● Your objective:
Go through the data and copy each line that holds "Barendrechtseweg".

● Provided data:
[Start of section]

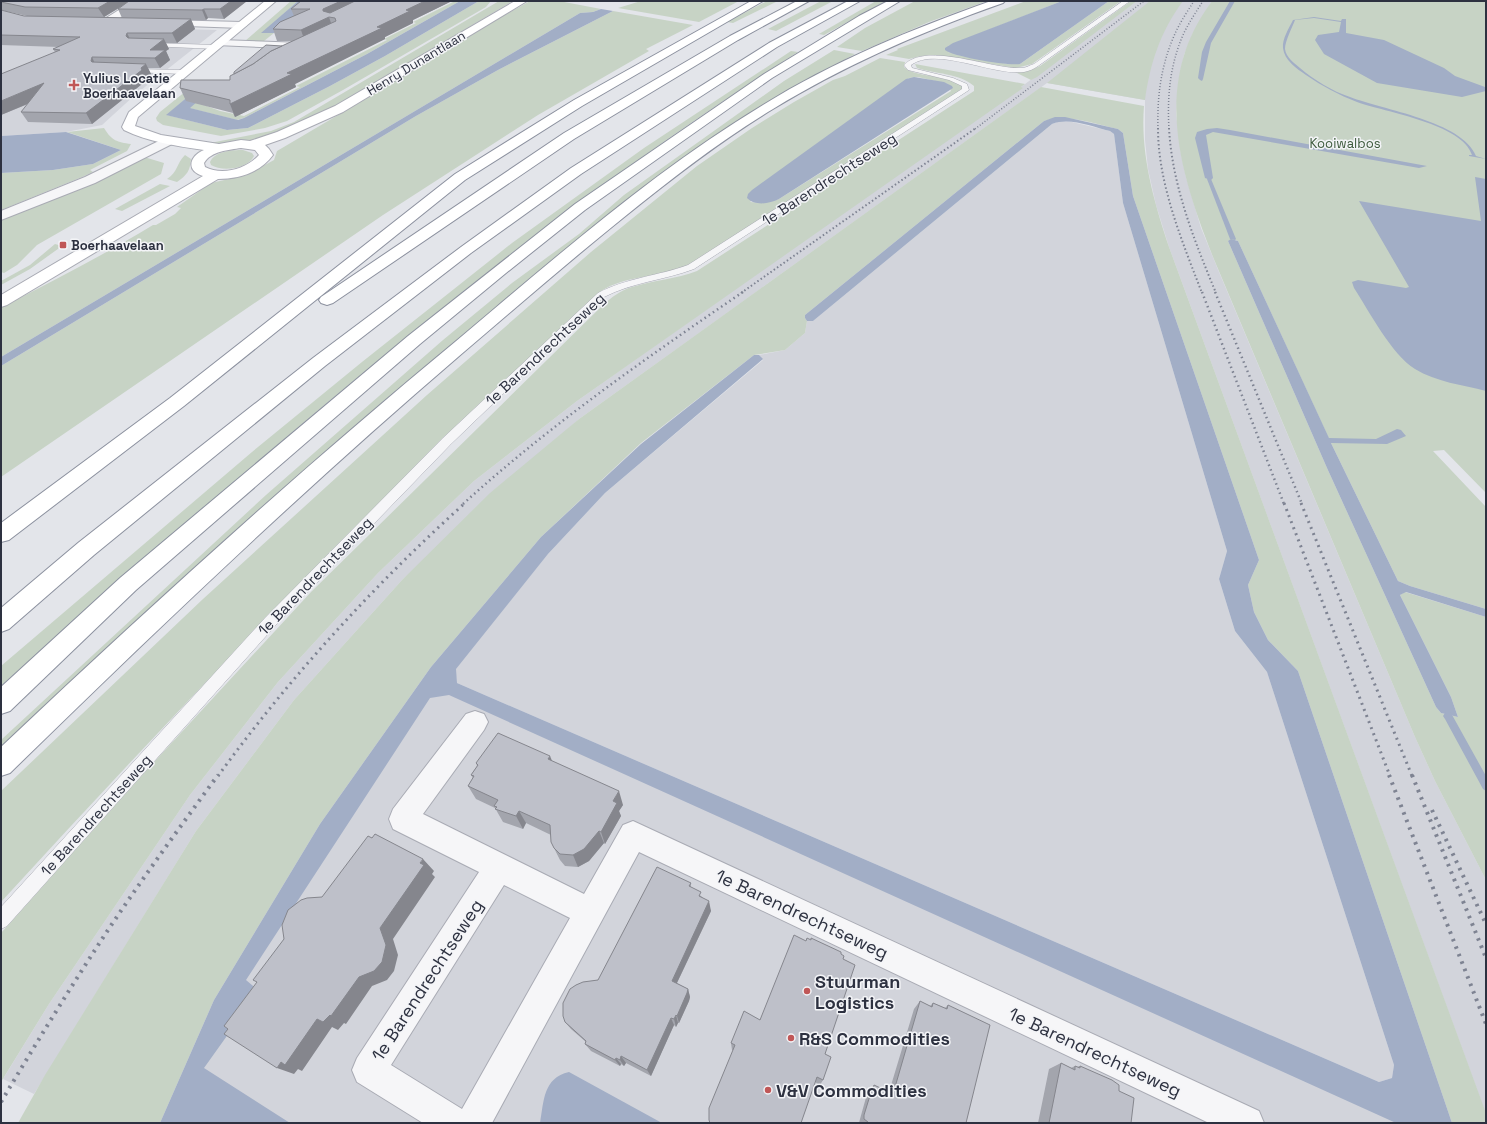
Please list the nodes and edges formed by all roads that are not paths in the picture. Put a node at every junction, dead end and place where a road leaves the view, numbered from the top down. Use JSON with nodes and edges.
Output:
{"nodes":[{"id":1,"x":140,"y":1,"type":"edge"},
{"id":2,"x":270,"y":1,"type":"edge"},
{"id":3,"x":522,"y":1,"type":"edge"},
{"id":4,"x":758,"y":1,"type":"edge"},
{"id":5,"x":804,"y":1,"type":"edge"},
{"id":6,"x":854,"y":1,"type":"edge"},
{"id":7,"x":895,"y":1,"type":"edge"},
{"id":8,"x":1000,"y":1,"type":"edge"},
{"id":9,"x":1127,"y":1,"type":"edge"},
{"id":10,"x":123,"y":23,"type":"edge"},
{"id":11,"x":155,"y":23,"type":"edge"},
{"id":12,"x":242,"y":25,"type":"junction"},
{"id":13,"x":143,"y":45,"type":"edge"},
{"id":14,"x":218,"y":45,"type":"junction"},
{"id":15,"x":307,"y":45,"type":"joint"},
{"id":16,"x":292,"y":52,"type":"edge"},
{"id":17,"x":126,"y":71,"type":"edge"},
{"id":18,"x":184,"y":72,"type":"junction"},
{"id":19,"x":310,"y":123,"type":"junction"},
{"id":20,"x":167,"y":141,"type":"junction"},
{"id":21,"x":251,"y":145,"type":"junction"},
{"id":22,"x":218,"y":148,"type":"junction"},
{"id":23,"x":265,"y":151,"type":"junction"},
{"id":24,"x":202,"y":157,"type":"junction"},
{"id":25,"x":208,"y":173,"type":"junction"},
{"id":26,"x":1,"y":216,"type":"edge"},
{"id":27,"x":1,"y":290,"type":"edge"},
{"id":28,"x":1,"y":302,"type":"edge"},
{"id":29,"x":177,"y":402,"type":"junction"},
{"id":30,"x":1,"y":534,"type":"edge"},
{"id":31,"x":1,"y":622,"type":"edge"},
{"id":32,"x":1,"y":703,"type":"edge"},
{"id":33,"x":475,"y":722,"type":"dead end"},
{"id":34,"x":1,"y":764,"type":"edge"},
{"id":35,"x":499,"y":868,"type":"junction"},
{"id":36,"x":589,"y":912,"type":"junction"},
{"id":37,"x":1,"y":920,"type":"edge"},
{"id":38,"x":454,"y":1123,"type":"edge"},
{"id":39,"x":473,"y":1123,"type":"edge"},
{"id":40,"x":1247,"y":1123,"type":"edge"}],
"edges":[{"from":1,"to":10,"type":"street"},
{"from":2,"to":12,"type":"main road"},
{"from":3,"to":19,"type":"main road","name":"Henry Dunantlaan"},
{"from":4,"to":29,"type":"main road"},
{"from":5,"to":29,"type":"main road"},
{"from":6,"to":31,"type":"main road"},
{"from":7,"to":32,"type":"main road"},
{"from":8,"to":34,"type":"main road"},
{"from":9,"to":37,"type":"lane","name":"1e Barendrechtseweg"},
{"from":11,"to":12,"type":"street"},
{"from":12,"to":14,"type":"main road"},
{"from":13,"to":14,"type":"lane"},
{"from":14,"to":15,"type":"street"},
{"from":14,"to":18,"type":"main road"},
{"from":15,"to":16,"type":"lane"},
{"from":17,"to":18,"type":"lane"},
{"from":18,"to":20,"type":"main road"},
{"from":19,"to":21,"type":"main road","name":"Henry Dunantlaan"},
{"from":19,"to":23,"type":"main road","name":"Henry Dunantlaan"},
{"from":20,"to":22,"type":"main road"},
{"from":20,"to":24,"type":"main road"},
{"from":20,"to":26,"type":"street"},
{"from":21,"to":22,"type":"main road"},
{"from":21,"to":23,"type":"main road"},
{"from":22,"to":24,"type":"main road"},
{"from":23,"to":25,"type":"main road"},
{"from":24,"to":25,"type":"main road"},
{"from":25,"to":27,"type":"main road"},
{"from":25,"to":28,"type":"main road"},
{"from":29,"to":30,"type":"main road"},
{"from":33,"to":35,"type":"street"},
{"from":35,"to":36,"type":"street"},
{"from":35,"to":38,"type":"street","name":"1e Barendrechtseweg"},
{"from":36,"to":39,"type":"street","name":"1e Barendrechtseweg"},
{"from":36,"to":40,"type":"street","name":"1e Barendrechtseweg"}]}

[End of section]
[Start of section]

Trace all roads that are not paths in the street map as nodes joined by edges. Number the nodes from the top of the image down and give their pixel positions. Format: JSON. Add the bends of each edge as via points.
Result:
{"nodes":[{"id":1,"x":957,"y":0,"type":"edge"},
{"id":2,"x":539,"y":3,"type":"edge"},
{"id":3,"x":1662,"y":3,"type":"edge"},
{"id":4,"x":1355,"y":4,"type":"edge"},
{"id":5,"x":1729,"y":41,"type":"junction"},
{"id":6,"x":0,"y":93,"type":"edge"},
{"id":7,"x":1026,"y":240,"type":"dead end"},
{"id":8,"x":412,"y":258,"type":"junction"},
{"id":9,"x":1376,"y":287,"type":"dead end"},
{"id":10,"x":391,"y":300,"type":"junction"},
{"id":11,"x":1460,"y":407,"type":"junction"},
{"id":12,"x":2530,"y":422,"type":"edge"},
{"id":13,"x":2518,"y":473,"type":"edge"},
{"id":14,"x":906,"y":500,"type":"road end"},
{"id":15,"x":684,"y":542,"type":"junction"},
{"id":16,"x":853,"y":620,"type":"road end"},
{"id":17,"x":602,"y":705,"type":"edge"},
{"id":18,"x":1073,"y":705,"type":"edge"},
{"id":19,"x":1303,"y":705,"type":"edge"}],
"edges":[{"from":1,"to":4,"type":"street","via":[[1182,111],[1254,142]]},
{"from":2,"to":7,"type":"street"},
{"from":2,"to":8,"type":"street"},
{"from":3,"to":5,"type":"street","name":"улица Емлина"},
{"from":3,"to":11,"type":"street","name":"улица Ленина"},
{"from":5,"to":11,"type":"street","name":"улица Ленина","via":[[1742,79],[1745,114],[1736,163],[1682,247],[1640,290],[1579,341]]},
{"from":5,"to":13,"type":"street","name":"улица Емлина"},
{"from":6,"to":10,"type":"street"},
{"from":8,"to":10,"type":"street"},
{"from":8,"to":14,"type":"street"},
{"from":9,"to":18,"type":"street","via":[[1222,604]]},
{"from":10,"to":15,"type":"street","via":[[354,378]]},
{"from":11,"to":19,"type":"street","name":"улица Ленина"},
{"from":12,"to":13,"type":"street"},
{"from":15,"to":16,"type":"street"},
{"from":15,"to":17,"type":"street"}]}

[End of section]

● Response to this exercise:
{"from":9,"to":37,"type":"lane","name":"1e Barendrechtseweg"},
{"from":35,"to":38,"type":"street","name":"1e Barendrechtseweg"},
{"from":36,"to":39,"type":"street","name":"1e Barendrechtseweg"},
{"from":36,"to":40,"type":"street","name":"1e Barendrechtseweg"}]}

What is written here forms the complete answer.